- [PROBLEM DESCRIPTION] Whenever a line of the records below contains the word "Shueiguan", copy that line.

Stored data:
++++++
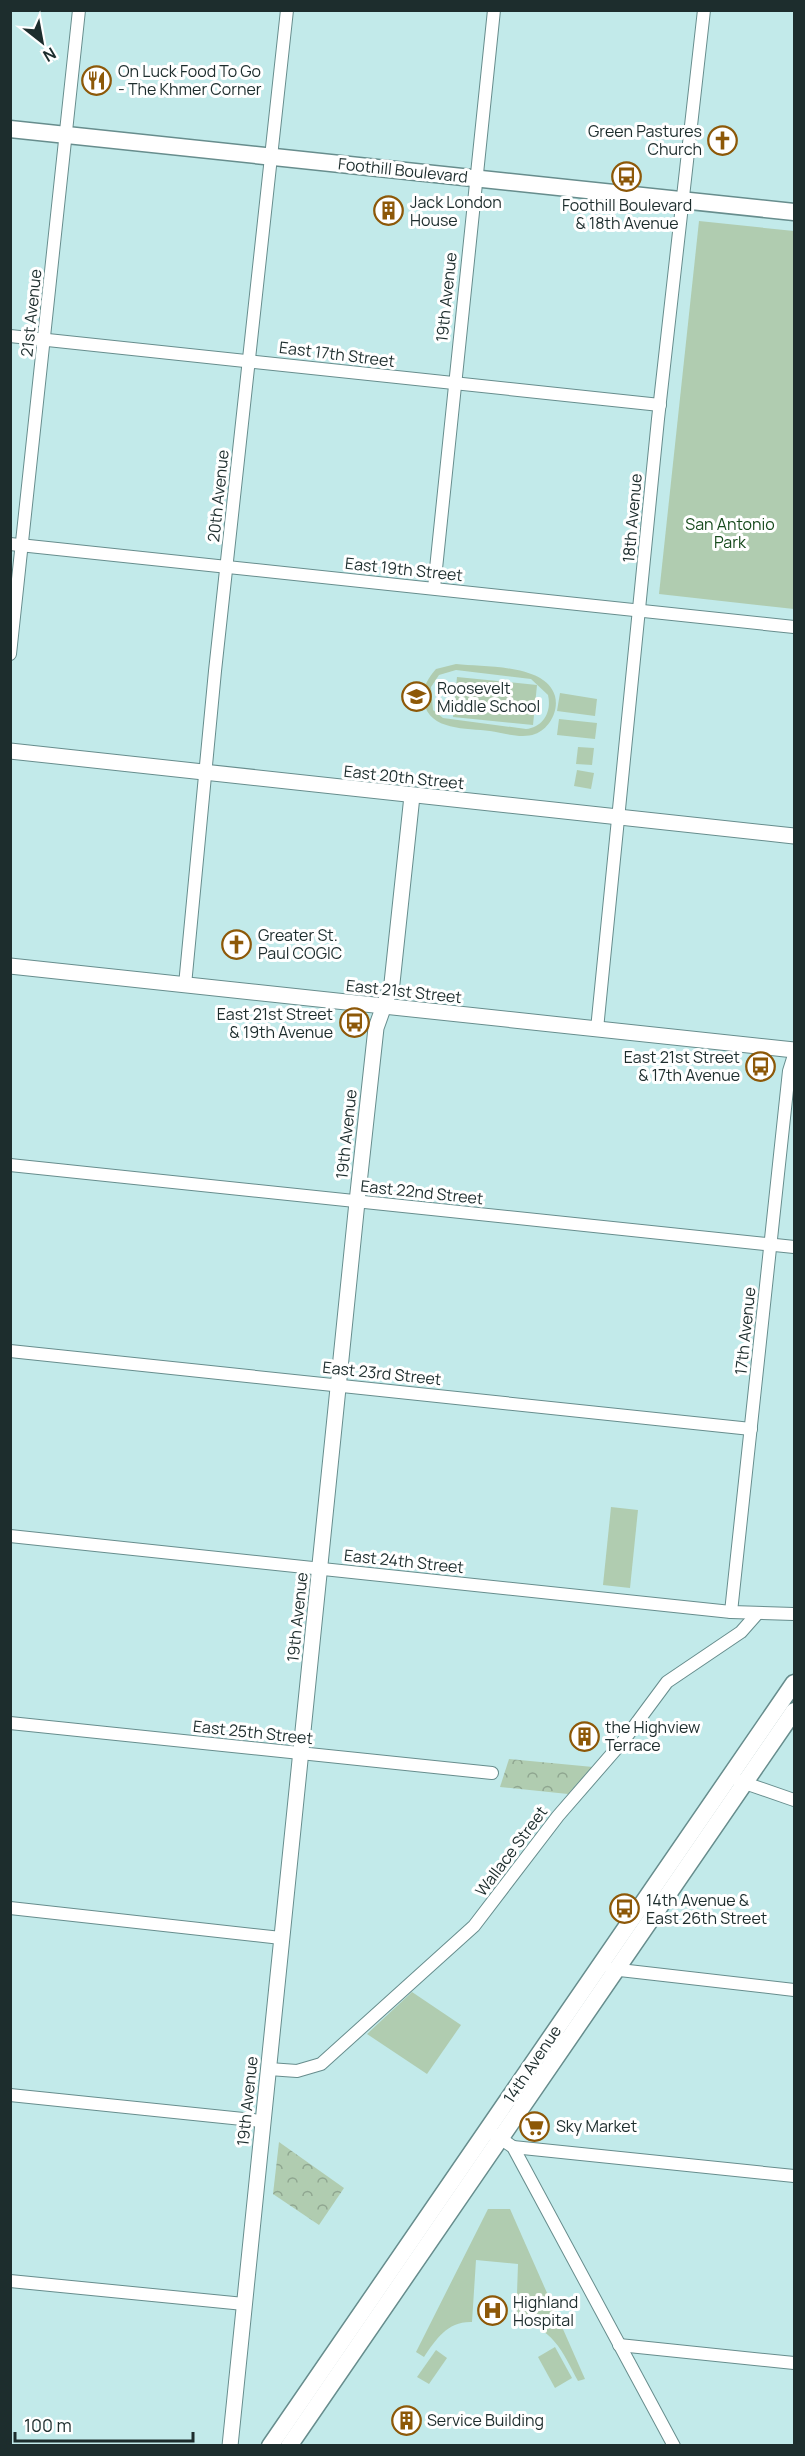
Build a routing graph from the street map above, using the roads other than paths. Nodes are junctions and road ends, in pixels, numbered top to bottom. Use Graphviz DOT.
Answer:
graph roads {
  1 [pos="79,10"];
  2 [pos="287,10"];
  3 [pos="494,10"];
  4 [pos="704,10"];
  5 [pos="10,129"];
  6 [pos="66,135"];
  7 [pos="272,156"];
  8 [pos="478,178"];
  9 [pos="683,200"];
  10 [pos="795,212"];
  11 [pos="10,336"];
  12 [pos="45,340"];
  13 [pos="249,361"];
  14 [pos="455,384"];
  15 [pos="660,405"];
  16 [pos="16,545"];
  17 [pos="228,567"];
  18 [pos="434,588"];
  19 [pos="641,610"];
  20 [pos="795,627"];
  21 [pos="10,654"];
  22 [pos="10,751"];
  23 [pos="205,772"];
  24 [pos="412,796"];
  25 [pos="618,816"];
  26 [pos="795,836"];
  27 [pos="10,966"];
  28 [pos="185,985"];
  29 [pos="384,1006"];
  30 [pos="597,1029"];
  31 [pos="795,1050"];
  32 [pos="795,1055"];
  33 [pos="10,1165"];
  34 [pos="357,1202"];
  35 [pos="771,1244"];
  36 [pos="795,1247"];
  37 [pos="10,1351"];
  38 [pos="339,1385"];
  39 [pos="751,1429"];
  40 [pos="10,1536"];
  41 [pos="321,1569"];
  42 [pos="731,1612"];
  43 [pos="795,1614"];
  44 [pos="756,1615"];
  45 [pos="795,1683"];
  46 [pos="795,1711"];
  47 [pos="10,1723"];
  48 [pos="300,1754"];
  49 [pos="492,1773"];
  50 [pos="737,1780"];
  51 [pos="795,1800"];
  52 [pos="10,1908"];
  53 [pos="281,1938"];
  54 [pos="608,1967"];
  55 [pos="795,1990"];
  56 [pos="269,2069"];
  57 [pos="10,2095"];
  58 [pos="262,2121"];
  59 [pos="500,2138"];
  60 [pos="795,2176"];
  61 [pos="10,2281"];
  62 [pos="244,2304"];
  63 [pos="619,2345"];
  64 [pos="795,2363"];
  65 [pos="230,2445"];
  66 [pos="270,2445"];
  67 [pos="289,2445"];
  68 [pos="674,2445"];
  1 -- 6 [label="street, 21st Avenue"];
  2 -- 7 [label="street, 20th Avenue"];
  3 -- 8 [label="street, 19th Avenue"];
  4 -- 9 [label="street, 18th Avenue"];
  5 -- 6 [label="main road, Foothill Boulevard"];
  6 -- 7 [label="main road, Foothill Boulevard"];
  6 -- 12 [label="street, 21st Avenue"];
  7 -- 8 [label="main road, Foothill Boulevard"];
  7 -- 13 [label="street, 20th Avenue"];
  8 -- 9 [label="main road, Foothill Boulevard"];
  8 -- 14 [label="street, 19th Avenue"];
  9 -- 10 [label="main road, Foothill Boulevard"];
  9 -- 15 [label="street, 18th Avenue"];
  11 -- 12 [label="street, East 17th Street"];
  12 -- 13 [label="street, East 17th Street"];
  12 -- 16 [label="street, 21st Avenue"];
  13 -- 14 [label="street, East 17th Street"];
  13 -- 17 [label="street, 20th Avenue"];
  14 -- 15 [label="street, East 17th Street"];
  14 -- 18 [label="street, 19th Avenue"];
  15 -- 19 [label="street, 18th Avenue"];
  16 -- 17 [label="street, East 19th Street"];
  16 -- 21 [label="street, 21st Avenue"];
  17 -- 18 [label="street, East 19th Street"];
  17 -- 23 [label="street, 20th Avenue"];
  18 -- 19 [label="street, East 19th Street"];
  19 -- 20 [label="street, East 19th Street"];
  19 -- 25 [label="street, 18th Avenue"];
  22 -- 23 [label="street, East 20th Street"];
  23 -- 24 [label="street, East 20th Street"];
  23 -- 28 [label="street, 20th Avenue"];
  24 -- 25 [label="street, East 20th Street"];
  24 -- 29 [label="street, 19th Avenue"];
  25 -- 26 [label="street, East 20th Street"];
  25 -- 30 [label="street, 18th Avenue"];
  27 -- 28 [label="street, East 21st Street"];
  28 -- 29 [label="street, East 21st Street"];
  29 -- 30 [label="street, East 21st Street"];
  29 -- 34 [label="street, 19th Avenue"];
  30 -- 31 [label="street, East 21st Street"];
  32 -- 35 [label="street, 17th Avenue"];
  33 -- 34 [label="street, East 22nd Street"];
  34 -- 35 [label="street, East 22nd Street"];
  34 -- 38 [label="street, 19th Avenue"];
  35 -- 36 [label="street, East 22nd Street"];
  35 -- 39 [label="street, 17th Avenue"];
  37 -- 38 [label="street, East 23rd Street"];
  38 -- 39 [label="street, East 23rd Street"];
  38 -- 41 [label="street, 19th Avenue"];
  39 -- 42 [label="street, 17th Avenue"];
  40 -- 41 [label="street, East 24th Street"];
  41 -- 42 [label="street, East 24th Street"];
  41 -- 48 [label="street, 19th Avenue"];
  42 -- 44 [label="street, East 24th Street"];
  43 -- 44 [label="street, East 24th Street"];
  44 -- 56 [label="street, Wallace Street"];
  45 -- 50 [label="main road, 14th Avenue"];
  46 -- 50 [label="main road, 14th Avenue"];
  47 -- 48 [label="street, East 25th Street"];
  48 -- 49 [label="street, East 25th Street"];
  48 -- 53 [label="street, 19th Avenue"];
  50 -- 51 [label="street"];
  50 -- 54 [label="main road, 14th Avenue"];
  52 -- 53 [label="street"];
  53 -- 56 [label="street, 19th Avenue"];
  54 -- 55 [label="street"];
  54 -- 59 [label="main road, 14th Avenue"];
  56 -- 58 [label="street, 19th Avenue"];
  57 -- 58 [label="street"];
  58 -- 62 [label="street, 19th Avenue"];
  59 -- 60 [label="street"];
  59 -- 63 [label="street"];
  59 -- 66 [label="main road, 14th Avenue"];
  59 -- 67 [label="main road, 14th Avenue"];
  61 -- 62 [label="street"];
  62 -- 65 [label="street, 19th Avenue"];
  63 -- 64 [label="street"];
  63 -- 68 [label="street"];
}
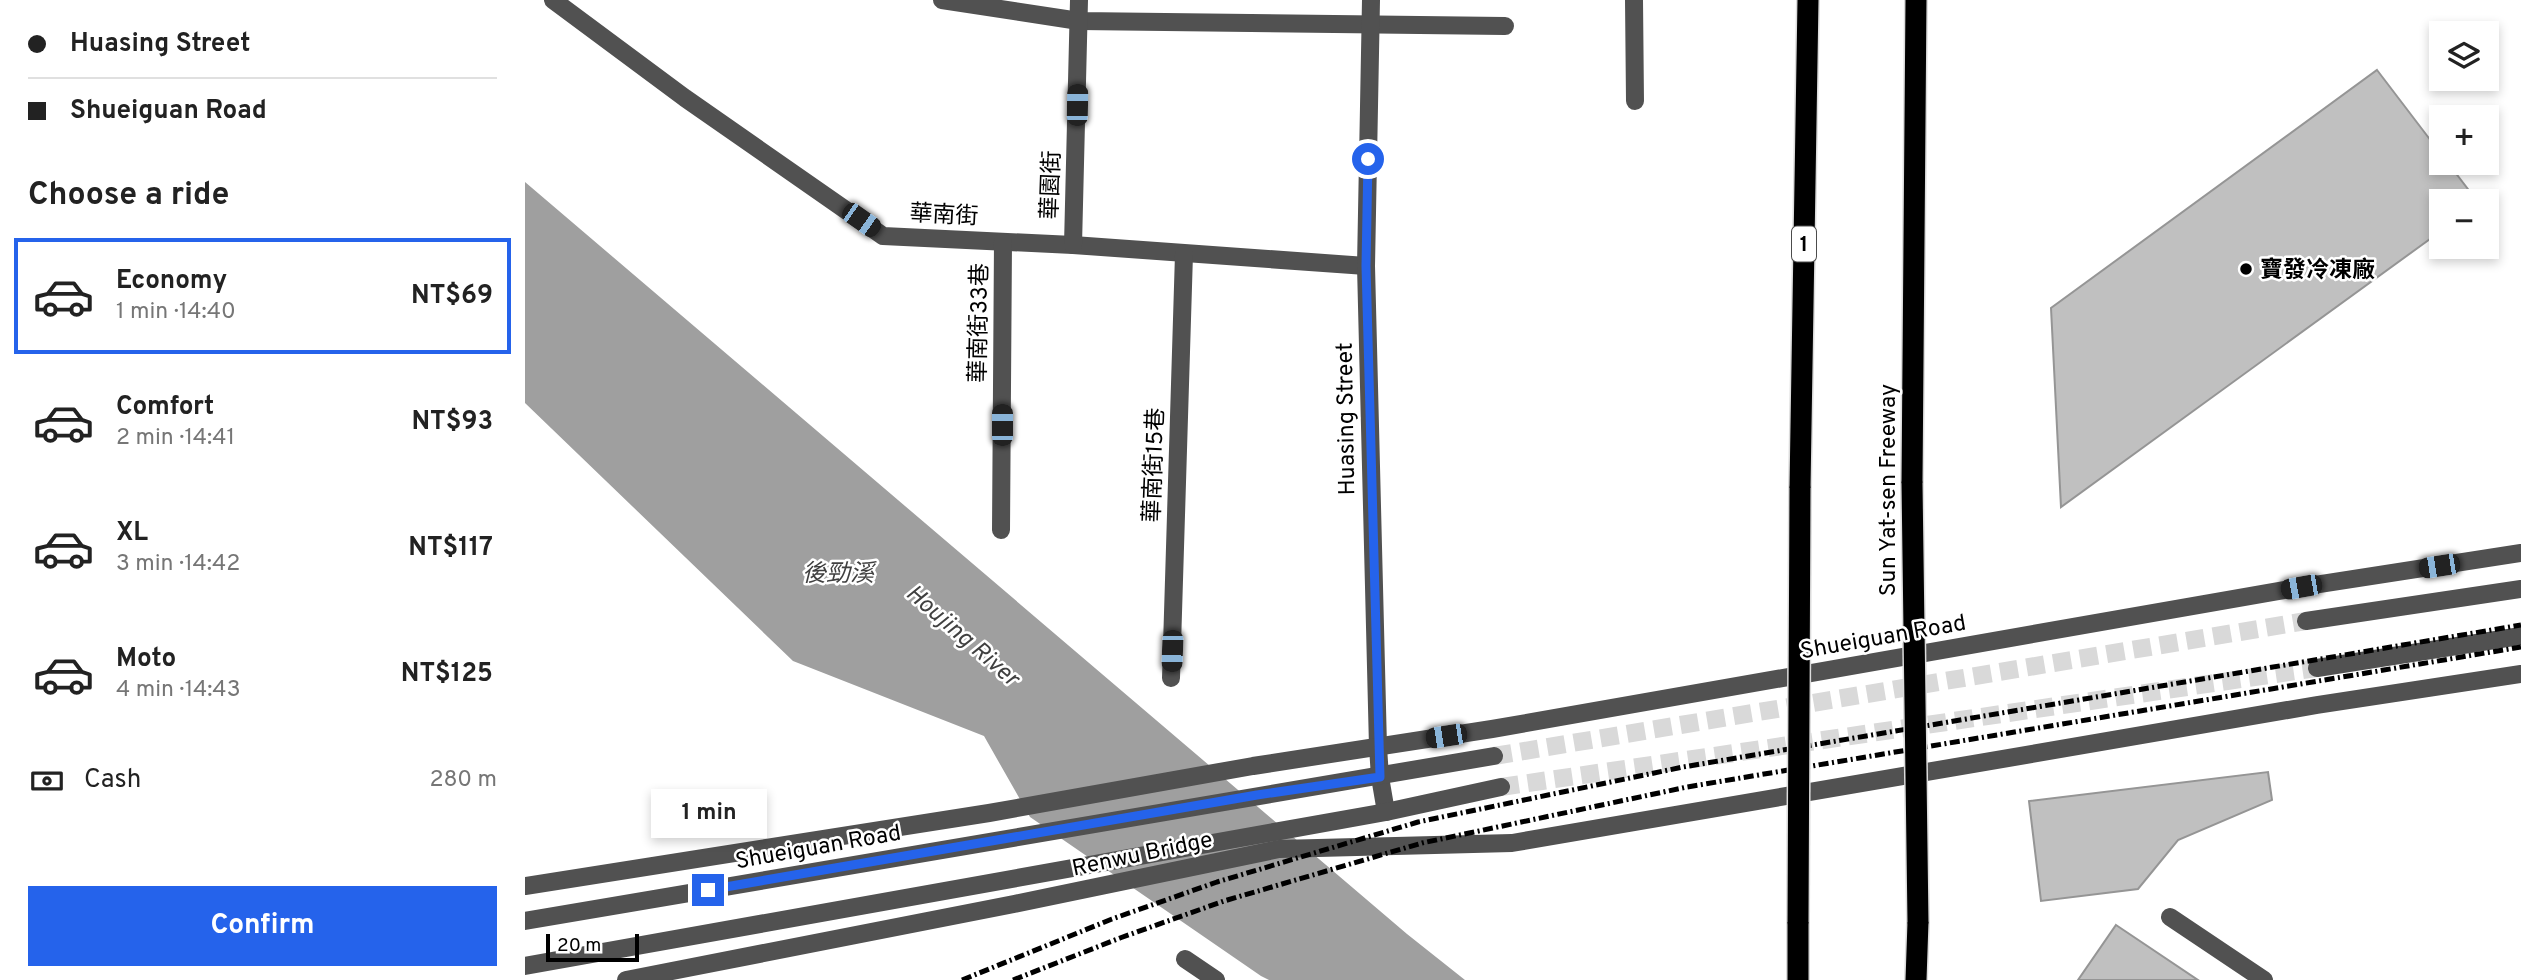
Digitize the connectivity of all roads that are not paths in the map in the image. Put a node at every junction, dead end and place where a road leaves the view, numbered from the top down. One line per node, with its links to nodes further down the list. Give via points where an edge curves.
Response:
1 (553, 0): 12 (street, 華南街, via 883,236)
2 (942, 0): 8 (street)
3 (1079, 0): 8 (street, 華園街)
4 (1371, 0): 9 (street, Huasing Street)
5 (1634, 0): 11 (street)
6 (1808, 0): 37 (highway, 1, bridge)
7 (1916, 0): 38 (highway, Sun Yat-sen Freeway, bridge, via 1912,483)
8 (1079, 21): 9 (street); 13 (street, 華園街)
9 (1371, 24): 10 (street); 15 (street, Huasing Street)
10 (1505, 26)
11 (1635, 101)
12 (1003, 242): 13 (street, 華南街); 16 (street, 華南街33巷)
13 (1073, 245): 14 (street, 華南街)
14 (1184, 254): 15 (street, 華南街); 23 (street, 華南街15巷)
15 (1366, 266): 24 (street, Huasing Street)
16 (1001, 530)
17 (2521, 553): 24 (street, Shueiguan Road)
18 (2521, 589): 19 (street)
19 (2307, 621)
20 (2521, 636): 21 (street)
21 (2317, 668)
22 (2521, 674): 35 (street, Renwu Bridge, via 1512,843 1279,849)
23 (1171, 678)
24 (1378, 747): 26 (street, Huasing Street); 30 (street, Shueiguan Road)
25 (1494, 757): 26 (street)
26 (1380, 777): 28 (street, Huasing Street); 29 (street, Renwu Bridge)
27 (1501, 787): 28 (street)
28 (1386, 812): 34 (street, Renwu Bridge)
29 (995, 841): 32 (street, Shueiguan Road)
30 (525, 886)
31 (2170, 917): 39 (street)
32 (525, 920)
33 (1185, 959): 36 (street)
34 (525, 966)
35 (626, 980)
36 (1216, 980)
37 (1798, 980)
38 (1916, 980)
39 (2263, 980)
++++++
- [YOUR RESPONSE]
17 (2521, 553): 24 (street, Shueiguan Road)
24 (1378, 747): 26 (street, Huasing Street); 30 (street, Shueiguan Road)
29 (995, 841): 32 (street, Shueiguan Road)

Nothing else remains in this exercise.